___ Material shown ___

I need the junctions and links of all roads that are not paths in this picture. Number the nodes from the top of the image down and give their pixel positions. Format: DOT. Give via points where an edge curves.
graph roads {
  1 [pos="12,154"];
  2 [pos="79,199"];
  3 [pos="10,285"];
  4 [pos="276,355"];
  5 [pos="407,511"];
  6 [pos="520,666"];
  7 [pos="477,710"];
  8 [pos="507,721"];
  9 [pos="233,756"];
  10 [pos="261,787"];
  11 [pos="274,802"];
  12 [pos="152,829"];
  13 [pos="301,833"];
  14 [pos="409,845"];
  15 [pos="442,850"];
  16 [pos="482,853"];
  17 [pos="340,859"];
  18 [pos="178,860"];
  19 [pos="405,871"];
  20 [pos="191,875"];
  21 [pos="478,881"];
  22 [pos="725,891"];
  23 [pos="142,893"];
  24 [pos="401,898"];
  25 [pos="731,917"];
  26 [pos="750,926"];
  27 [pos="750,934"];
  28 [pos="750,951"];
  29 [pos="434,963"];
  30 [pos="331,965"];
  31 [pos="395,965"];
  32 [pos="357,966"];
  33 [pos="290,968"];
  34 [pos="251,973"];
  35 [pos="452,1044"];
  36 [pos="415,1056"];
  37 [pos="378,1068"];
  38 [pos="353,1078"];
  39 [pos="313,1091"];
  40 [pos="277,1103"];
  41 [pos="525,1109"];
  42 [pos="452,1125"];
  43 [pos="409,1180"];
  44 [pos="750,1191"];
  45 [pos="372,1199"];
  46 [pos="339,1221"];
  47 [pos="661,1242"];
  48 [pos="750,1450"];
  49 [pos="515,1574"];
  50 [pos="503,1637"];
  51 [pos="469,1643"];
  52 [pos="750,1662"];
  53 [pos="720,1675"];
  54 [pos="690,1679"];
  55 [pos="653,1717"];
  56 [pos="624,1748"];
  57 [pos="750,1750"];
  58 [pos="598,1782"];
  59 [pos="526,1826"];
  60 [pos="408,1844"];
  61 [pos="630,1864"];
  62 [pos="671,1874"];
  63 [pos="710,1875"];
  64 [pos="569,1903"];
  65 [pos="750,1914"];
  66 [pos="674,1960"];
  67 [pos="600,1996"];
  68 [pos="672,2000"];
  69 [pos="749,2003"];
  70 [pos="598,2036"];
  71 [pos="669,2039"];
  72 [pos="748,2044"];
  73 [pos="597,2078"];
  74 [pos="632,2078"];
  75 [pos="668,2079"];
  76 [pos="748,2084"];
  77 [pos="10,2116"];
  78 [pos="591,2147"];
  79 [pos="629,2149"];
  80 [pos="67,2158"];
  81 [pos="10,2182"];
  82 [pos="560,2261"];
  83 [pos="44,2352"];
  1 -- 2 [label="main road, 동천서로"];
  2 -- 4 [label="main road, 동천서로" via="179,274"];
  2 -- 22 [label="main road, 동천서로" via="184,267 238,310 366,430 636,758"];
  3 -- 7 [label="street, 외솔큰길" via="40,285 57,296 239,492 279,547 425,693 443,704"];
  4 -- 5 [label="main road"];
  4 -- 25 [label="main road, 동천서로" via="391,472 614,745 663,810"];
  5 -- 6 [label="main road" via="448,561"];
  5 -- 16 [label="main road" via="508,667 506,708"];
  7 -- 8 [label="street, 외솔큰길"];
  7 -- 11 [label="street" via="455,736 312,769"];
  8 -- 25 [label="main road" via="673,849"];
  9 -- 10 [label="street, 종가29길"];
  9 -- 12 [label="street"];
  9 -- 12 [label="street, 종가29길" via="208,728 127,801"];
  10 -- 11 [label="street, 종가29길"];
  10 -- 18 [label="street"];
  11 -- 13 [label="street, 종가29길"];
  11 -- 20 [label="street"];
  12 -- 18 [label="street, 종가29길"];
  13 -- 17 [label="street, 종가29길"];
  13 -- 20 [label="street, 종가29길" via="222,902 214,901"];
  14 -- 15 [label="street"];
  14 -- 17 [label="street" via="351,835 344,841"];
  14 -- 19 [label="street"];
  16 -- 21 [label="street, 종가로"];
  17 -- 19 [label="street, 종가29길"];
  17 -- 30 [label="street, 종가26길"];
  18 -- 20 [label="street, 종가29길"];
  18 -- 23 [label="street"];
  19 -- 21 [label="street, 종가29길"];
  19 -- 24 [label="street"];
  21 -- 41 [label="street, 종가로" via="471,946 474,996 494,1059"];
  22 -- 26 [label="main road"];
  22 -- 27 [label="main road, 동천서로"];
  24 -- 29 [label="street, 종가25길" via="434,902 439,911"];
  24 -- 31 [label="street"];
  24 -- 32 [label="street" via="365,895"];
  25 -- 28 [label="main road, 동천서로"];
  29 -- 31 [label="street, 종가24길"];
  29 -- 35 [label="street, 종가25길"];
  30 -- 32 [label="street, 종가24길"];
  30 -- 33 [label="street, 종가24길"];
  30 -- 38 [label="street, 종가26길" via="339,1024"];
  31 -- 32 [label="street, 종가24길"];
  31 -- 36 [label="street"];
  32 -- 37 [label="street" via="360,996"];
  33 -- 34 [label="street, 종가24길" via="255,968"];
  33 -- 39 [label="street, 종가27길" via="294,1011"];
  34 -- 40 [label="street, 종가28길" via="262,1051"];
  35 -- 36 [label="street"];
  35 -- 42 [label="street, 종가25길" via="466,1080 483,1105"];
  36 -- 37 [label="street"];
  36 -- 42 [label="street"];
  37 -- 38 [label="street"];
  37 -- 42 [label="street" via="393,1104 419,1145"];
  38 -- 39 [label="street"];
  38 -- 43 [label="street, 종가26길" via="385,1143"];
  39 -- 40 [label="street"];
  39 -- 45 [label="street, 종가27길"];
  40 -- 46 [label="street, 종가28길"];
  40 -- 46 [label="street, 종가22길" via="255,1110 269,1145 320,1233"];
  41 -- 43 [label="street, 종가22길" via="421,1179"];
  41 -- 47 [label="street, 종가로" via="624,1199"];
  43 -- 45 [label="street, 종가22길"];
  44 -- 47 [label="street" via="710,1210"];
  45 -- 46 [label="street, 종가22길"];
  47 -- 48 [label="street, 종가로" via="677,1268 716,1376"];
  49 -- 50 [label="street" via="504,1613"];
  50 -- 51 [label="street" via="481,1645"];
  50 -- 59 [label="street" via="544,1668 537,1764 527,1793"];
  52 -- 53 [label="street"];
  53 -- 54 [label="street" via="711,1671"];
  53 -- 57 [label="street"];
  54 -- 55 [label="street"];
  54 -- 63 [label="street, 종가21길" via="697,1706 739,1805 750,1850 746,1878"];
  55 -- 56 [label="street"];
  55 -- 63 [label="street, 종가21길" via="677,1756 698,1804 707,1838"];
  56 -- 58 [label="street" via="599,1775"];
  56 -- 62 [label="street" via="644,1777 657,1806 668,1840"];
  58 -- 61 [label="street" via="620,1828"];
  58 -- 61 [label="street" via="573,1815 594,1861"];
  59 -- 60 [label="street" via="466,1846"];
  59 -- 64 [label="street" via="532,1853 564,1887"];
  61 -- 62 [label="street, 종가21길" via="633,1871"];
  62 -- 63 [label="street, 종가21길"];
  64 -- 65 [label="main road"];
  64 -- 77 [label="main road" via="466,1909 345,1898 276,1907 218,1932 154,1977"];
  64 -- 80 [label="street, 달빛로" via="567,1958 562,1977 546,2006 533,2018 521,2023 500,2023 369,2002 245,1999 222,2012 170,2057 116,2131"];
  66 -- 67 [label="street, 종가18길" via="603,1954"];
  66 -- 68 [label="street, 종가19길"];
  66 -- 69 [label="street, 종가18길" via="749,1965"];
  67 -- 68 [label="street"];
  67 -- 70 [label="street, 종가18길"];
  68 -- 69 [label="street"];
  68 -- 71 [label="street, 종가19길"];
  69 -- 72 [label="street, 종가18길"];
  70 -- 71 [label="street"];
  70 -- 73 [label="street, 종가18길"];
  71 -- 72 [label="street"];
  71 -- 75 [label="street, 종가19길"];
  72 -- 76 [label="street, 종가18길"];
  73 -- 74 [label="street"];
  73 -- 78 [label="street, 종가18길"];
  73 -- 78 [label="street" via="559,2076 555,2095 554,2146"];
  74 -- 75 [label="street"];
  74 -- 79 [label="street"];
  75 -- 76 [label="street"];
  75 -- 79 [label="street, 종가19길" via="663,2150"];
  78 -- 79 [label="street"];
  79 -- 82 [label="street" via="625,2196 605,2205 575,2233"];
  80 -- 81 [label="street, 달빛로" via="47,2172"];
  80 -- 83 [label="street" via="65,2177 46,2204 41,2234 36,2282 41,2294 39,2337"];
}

___

> What you need to do: Give the count of lines in the data that contain the word "동천서로", and write nothing besides it.

> Exercise output: 6